Classical: We love the idea. Rigorous academics, real books, chronological history. All these things are very appealing. But WTM seems… well, a little too rigorous. The emphasis on memorization and the hard-hitting grammar and spelling programs etc… I guess I find this to be a little too much like school at home. Better school at home than if we followed the traditional textbooks and timelines of the public schools, but still not something that is ideal for my sons.*

LCC, in some ways, appeals a little more. The principle of multum non multa makes sense to us, and the pace seems a little more relaxed while still maintaining a great academic standard. However, the division of classical, christian, and modern studies seems a little awkward to me, and I’m having difficulty seeing how that would really play out in our very secular household.**

Charlotte Mason: I, Beta, find CM very appealing. It’s kind of classical with an unschooling twist. The short lessons I think are especially good with young boys like mine, who don’t like to sit still and listen intently because there is so much more to see and do! It allows plenty of time for children to be children and play and be free. Real books? Check. Chronological history? Check. Art and music appreciation but in a fairly laid-back way? Check. Where CM fails us (or perhaps where we fail CM) is in one critical-to-CM area: nature study. I tried to start this with my son. I really did. And he went along, fairly patiently. But he doesn’t want to observe polliwogs or butterflies or learn how flowers grow. He wants to get out a telescope and stay up all night and watch the stars. Or put on a lab coat and explode something in my kitchen. But nature study? Meh.

Unit Studies: The idea of picking a subject near and dear to Gamma’s heart (say, the moon, for example) and then basing our other studies around it is very appealing at the outset. The whole family would be learning together, and be totally immersed in the subject. It sounds great, but the few times I’ve tried to implement this, it seemed a little forced, and Gamma quickly tired of it. And a lot of work goes into preparing for a unit study. To have it fall flat means hours of wasted time, time I could have spent building Legos or reading with him, instead of sitting in front of the computer while he plays quietly beside me.

Unschooling: I find unschooling to be a siren-call — it’s alluring and seductive, and yet terrifying when I fully contemplate it. First-hand experience has shown me that self-directed, self-motivated learning is an amazing, wonderful thing. And it really does happen. Gamma already astounds us with things he’s learned by himself — he asks questions and experiments with how things work, and tries out new ideas all the time.

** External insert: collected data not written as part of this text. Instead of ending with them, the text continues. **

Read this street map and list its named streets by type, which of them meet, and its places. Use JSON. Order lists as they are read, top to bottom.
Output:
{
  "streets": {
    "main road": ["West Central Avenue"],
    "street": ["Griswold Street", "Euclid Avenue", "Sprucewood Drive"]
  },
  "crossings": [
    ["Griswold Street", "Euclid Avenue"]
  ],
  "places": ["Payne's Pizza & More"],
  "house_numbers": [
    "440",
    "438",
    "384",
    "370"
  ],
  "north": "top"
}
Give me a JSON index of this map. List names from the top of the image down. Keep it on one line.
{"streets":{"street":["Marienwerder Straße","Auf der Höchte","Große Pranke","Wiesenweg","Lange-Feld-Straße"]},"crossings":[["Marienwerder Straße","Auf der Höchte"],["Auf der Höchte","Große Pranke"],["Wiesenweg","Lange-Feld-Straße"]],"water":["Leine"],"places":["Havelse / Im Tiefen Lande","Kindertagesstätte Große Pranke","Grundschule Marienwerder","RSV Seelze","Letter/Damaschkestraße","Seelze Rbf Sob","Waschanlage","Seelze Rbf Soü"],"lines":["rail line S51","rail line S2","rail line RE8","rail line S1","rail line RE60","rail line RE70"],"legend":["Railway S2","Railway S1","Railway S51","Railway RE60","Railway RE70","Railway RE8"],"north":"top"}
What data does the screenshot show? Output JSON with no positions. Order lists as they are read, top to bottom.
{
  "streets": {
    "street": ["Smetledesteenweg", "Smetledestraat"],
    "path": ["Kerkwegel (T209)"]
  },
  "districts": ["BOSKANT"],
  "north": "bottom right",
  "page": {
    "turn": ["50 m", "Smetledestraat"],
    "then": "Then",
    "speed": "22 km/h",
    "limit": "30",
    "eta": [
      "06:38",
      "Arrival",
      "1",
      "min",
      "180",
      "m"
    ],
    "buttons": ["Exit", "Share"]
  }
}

So why the hesitation? Firstly, I don’t know that I can trust it. Don’t get me wrong. I trust the kids. I don’t think that all they’ll do is watch television all day long. The television is on right now. Gamma is playing with the Lego spider he built – only he’s turned it into a spider-spacecraft hybrid and is flying it around the living room. Epsilon is playing with trains and scribbling on a piece of paper. But I worry about my ability to be able to answer questions, when I don’t know what question will come next. Or how effective I would be at strewing. And Alpha? Alpha, too, can see the learning happening, but is too much the engineer to feel comfortable with something as touchy-feely as unschooling. Perhaps with a different label applied he’d be more accepting.

Sigh.

What we’re really searching for is a well-rounded, academically-sound education for our boys, with science and math at the heart. Real books, hands on, but still plenty of time for boys to be boys. Any suggestions? CM, with “real science” (as Gamma puts it) in place of nature study? Our own take on LCC? Any other suggestions or options I haven’t considered? Whatever we do choose, I’m sure it will be a meld of a multitude of approaches. In a word: eclectic!

*At this point I’m assuming Epsilon will have similar interests and learning styles. Only time will tell! We’ll obviously adjust to his distinct personality when the time comes.

**Yes, of course we plan for our children to be biblically literate. In fact, we plan for them to be familiar with tenets of all the worlds major religions, not just christianity. But that’s a topic for another post!